[Excerpted data]
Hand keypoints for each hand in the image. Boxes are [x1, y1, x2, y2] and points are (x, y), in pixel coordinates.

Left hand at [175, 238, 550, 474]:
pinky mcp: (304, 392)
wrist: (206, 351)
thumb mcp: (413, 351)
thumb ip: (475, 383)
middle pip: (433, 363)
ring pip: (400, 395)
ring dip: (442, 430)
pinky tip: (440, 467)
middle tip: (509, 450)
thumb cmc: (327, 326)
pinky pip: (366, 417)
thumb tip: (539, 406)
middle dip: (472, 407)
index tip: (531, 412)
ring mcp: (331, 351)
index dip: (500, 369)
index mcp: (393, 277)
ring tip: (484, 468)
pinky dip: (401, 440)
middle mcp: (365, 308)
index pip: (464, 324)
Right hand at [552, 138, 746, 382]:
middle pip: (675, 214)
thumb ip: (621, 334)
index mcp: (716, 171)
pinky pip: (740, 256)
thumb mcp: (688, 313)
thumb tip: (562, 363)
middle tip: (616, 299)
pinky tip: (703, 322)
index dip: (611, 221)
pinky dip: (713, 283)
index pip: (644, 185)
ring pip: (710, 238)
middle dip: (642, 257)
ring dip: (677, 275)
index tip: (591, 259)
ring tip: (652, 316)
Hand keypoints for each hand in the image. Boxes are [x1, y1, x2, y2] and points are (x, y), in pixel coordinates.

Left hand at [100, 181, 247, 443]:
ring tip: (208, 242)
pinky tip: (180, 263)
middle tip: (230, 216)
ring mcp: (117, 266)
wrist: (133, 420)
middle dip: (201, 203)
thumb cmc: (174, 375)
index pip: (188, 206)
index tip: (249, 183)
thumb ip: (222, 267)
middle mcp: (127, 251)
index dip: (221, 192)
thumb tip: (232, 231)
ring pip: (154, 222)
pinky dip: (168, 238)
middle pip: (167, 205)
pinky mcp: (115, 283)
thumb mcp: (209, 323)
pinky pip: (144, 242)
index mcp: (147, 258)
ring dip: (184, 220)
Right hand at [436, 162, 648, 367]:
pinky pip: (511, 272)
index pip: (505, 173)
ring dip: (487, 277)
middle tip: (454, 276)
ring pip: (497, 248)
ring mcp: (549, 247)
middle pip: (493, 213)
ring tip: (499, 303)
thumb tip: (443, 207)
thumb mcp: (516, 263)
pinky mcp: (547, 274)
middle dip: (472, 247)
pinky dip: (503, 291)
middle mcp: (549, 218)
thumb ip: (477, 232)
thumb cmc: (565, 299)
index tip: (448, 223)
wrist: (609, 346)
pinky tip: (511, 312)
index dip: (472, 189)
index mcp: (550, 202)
[/Excerpted data]
■ Requirement: Give the data again, exactly as it appears above.

■ Task answer:
Hand keypoints for each hand in the image. Boxes are [x1, y1, x2, y2] and points are (x, y), in pixel coordinates.

Left hand at [175, 238, 550, 474]:
pinky mcp: (304, 392)
wrist: (206, 351)
thumb mcp: (413, 351)
thumb ip: (475, 383)
middle pip: (433, 363)
ring pip: (400, 395)
ring dip: (442, 430)
pinky tip: (440, 467)
middle tip: (509, 450)
thumb cmc: (327, 326)
pinky pip: (366, 417)
thumb tip: (539, 406)
middle dip: (472, 407)
index tip: (531, 412)
ring mcp: (331, 351)
index dip: (500, 369)
index mcp: (393, 277)
ring tip: (484, 468)
pinky dip: (401, 440)
middle mcp: (365, 308)
index pip: (464, 324)
Right hand at [552, 138, 746, 382]:
middle pip: (675, 214)
thumb ip: (621, 334)
index mcp: (716, 171)
pinky pip: (740, 256)
thumb mcp: (688, 313)
thumb tip: (562, 363)
middle tip: (616, 299)
pinky tip: (703, 322)
index dip: (611, 221)
pinky dip: (713, 283)
index pip: (644, 185)
ring pip: (710, 238)
middle dip: (642, 257)
ring dip: (677, 275)
index tip: (591, 259)
ring tip: (652, 316)
Hand keypoints for each hand in the image. Boxes are [x1, y1, x2, y2] and points are (x, y), in pixel coordinates.

Left hand at [100, 181, 247, 443]:
ring tip: (208, 242)
pinky tip: (180, 263)
middle tip: (230, 216)
ring mcp: (117, 266)
wrist: (133, 420)
middle dip: (201, 203)
thumb cmc: (174, 375)
index pip: (188, 206)
index tip: (249, 183)
thumb ip: (222, 267)
middle mcp: (127, 251)
index dip: (221, 192)
thumb tip: (232, 231)
ring pip: (154, 222)
pinky dip: (168, 238)
middle pip: (167, 205)
pinky mcp: (115, 283)
thumb mcp: (209, 323)
pinky pip: (144, 242)
index mcp: (147, 258)
ring dip: (184, 220)
Right hand at [436, 162, 648, 367]:
pinky pip: (511, 272)
index pip: (505, 173)
ring dip: (487, 277)
middle tip: (454, 276)
ring pip: (497, 248)
ring mcp: (549, 247)
middle pip: (493, 213)
ring tip: (499, 303)
thumb tip: (443, 207)
thumb mcp: (516, 263)
pinky mcp: (547, 274)
middle dip: (472, 247)
pinky dip: (503, 291)
middle mcp: (549, 218)
thumb ip: (477, 232)
thumb cmc: (565, 299)
index tip: (448, 223)
wrist: (609, 346)
pinky tip: (511, 312)
index dip: (472, 189)
index mcp: (550, 202)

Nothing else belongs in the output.